What you should do -> Scan the material for the word "Neto", and copy each line where it shows up.

--------------------------------------------------

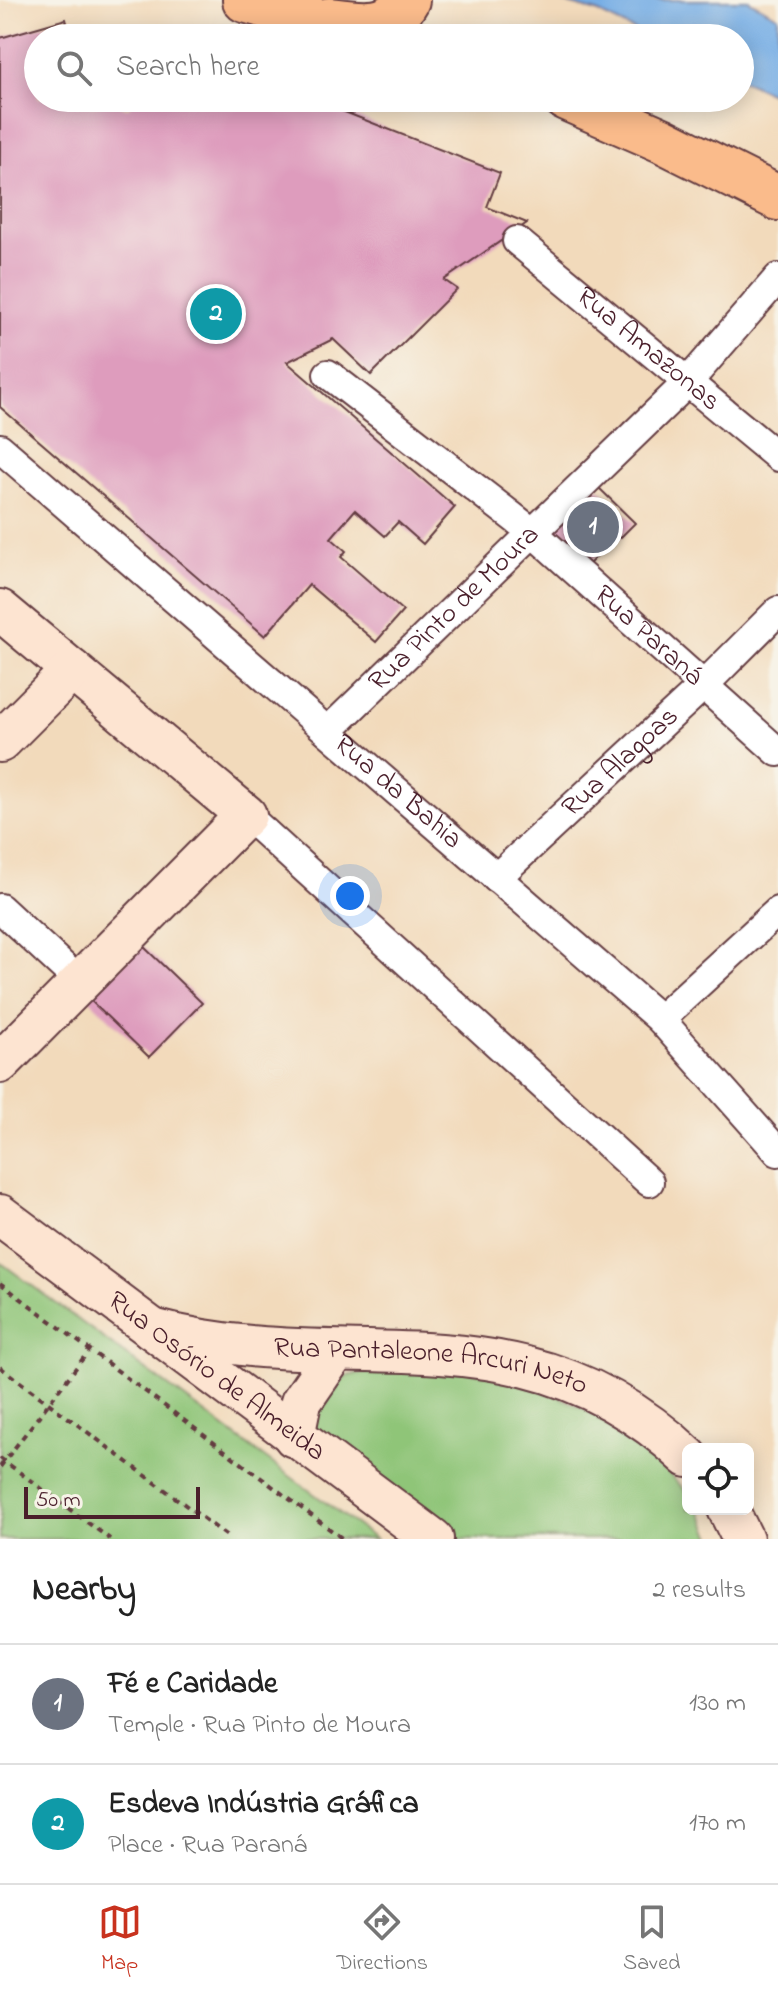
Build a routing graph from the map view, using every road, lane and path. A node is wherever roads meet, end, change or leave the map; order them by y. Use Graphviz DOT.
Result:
graph roads {
  1 [pos="245,0"];
  2 [pos="407,1"];
  3 [pos="300,15"];
  4 [pos="330,24"];
  5 [pos="598,112"];
  6 [pos="778,198"];
  7 [pos="517,241"];
  8 [pos="778,278"];
  9 [pos="328,374"];
  10 [pos="688,382"];
  11 [pos="0,448"];
  12 [pos="778,457"];
  13 [pos="531,531"];
  14 [pos="0,610"];
  15 [pos="778,611"];
  16 [pos="72,670"];
  17 [pos="704,685"];
  18 [pos="328,731"];
  19 [pos="0,742"];
  20 [pos="778,752"];
  21 [pos="246,815"];
  22 [pos="496,878"];
  23 [pos="0,908"];
  24 [pos="778,911"];
  25 [pos="80,982"];
  26 [pos="660,1019"];
  27 [pos="0,1063"];
  28 [pos="778,1152"];
  29 [pos="649,1182"];
  30 [pos="0,1215"];
  31 [pos="0,1283"];
  32 [pos="152,1329"];
  33 [pos="91,1348"];
  34 [pos="336,1351"];
  35 [pos="0,1367"];
  36 [pos="47,1404"];
  37 [pos="294,1437"];
  38 [pos="682,1452"];
  39 [pos="2,1459"];
  40 [pos="0,1467"];
  41 [pos="731,1515"];
  42 [pos="110,1539"];
  43 [pos="231,1539"];
  44 [pos="343,1539"];
  45 [pos="433,1539"];
  46 [pos="743,1539"];
  1 -- 3 [label="main road"];
  2 -- 3 [label="main road"];
  3 -- 4 [label="main road"];
  5 -- 6 [label="main road"];
  7 -- 10 [label="street, Rua Amazonas"];
  8 -- 10 [label="street, Rua Pinto de Moura"];
  9 -- 13 [label="street, Rua Paraná"];
  10 -- 12 [label="street, Rua Amazonas"];
  10 -- 13 [label="street, Rua Pinto de Moura"];
  11 -- 18 [label="street, Rua da Bahia"];
  13 -- 17 [label="street, Rua Paraná"];
  13 -- 18 [label="street, Rua Pinto de Moura"];
  14 -- 16 [label="main road"];
  15 -- 17 [label="street, Rua Alagoas"];
  16 -- 19 [label="main road"];
  16 -- 21 [label="main road"];
  17 -- 20 [label="street, Rua Paraná"];
  17 -- 22 [label="street, Rua Alagoas"];
  18 -- 22 [label="street, Rua da Bahia"];
  21 -- 25 [label="main road"];
  21 -- 29 [label="street"];
  22 -- 26 [label="street, Rua da Bahia"];
  23 -- 25 [label="street"];
  24 -- 26 [label="street"];
  25 -- 27 [label="main road"];
  26 -- 28 [label="street, Rua da Bahia"];
  30 -- 32 [label="main road, Rua Osório de Almeida"];
  31 -- 33 [label="path"];
  32 -- 34 [label="main road, Rua Pantaleone Arcuri Neto"];
  32 -- 37 [label="main road, Rua Osório de Almeida"];
  33 -- 36 [label="path"];
  33 -- 44 [label="path"];
  34 -- 37 [label="main road"];
  34 -- 38 [label="main road, Rua Pantaleone Arcuri Neto"];
  35 -- 36 [label="path"];
  36 -- 39 [label="path"];
  36 -- 43 [label="path"];
  37 -- 45 [label="main road, Rua Osório de Almeida"];
  39 -- 40 [label="path"];
  39 -- 42 [label="path"];
  41 -- 46 [label="main road"];
}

--------------------------------------------------

Finished exercise ->
  32 -- 34 [label="main road, Rua Pantaleone Arcuri Neto"];
  34 -- 38 [label="main road, Rua Pantaleone Arcuri Neto"];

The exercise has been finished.